__TRY IT__: Only lines that contain the string "Lýskova" should be returned from the material below.

__EXTRACTED MATERIAL__:
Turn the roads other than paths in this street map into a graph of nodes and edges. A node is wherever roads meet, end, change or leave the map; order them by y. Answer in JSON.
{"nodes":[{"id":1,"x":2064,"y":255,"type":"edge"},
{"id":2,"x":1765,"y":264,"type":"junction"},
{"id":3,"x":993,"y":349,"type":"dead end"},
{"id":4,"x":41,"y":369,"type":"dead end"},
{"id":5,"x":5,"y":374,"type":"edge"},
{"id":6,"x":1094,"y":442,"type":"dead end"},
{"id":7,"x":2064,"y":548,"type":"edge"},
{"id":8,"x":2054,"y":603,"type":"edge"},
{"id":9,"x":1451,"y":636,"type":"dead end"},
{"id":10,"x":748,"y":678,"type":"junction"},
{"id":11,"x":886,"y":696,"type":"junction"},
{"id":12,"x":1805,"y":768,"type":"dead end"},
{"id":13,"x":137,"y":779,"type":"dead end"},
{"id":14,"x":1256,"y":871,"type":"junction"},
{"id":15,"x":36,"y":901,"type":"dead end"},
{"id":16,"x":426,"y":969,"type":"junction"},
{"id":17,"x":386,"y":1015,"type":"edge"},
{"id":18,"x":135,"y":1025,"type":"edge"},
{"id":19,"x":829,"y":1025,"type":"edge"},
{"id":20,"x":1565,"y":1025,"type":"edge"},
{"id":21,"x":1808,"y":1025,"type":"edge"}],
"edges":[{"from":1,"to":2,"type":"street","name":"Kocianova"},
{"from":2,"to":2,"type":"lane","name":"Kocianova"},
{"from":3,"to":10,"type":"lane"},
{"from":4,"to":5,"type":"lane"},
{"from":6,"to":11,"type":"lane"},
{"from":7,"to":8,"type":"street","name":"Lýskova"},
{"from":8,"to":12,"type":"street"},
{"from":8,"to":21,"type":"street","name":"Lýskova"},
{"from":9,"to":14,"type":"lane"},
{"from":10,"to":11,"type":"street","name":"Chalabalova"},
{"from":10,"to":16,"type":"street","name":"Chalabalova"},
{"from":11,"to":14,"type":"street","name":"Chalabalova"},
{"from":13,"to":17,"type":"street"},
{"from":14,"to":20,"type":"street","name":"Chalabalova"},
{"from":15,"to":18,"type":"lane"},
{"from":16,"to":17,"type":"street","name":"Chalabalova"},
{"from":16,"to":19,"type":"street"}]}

__SOLUTION FOR THIS EXERCISE__:
{"from":7,"to":8,"type":"street","name":"Lýskova"},
{"from":8,"to":21,"type":"street","name":"Lýskova"},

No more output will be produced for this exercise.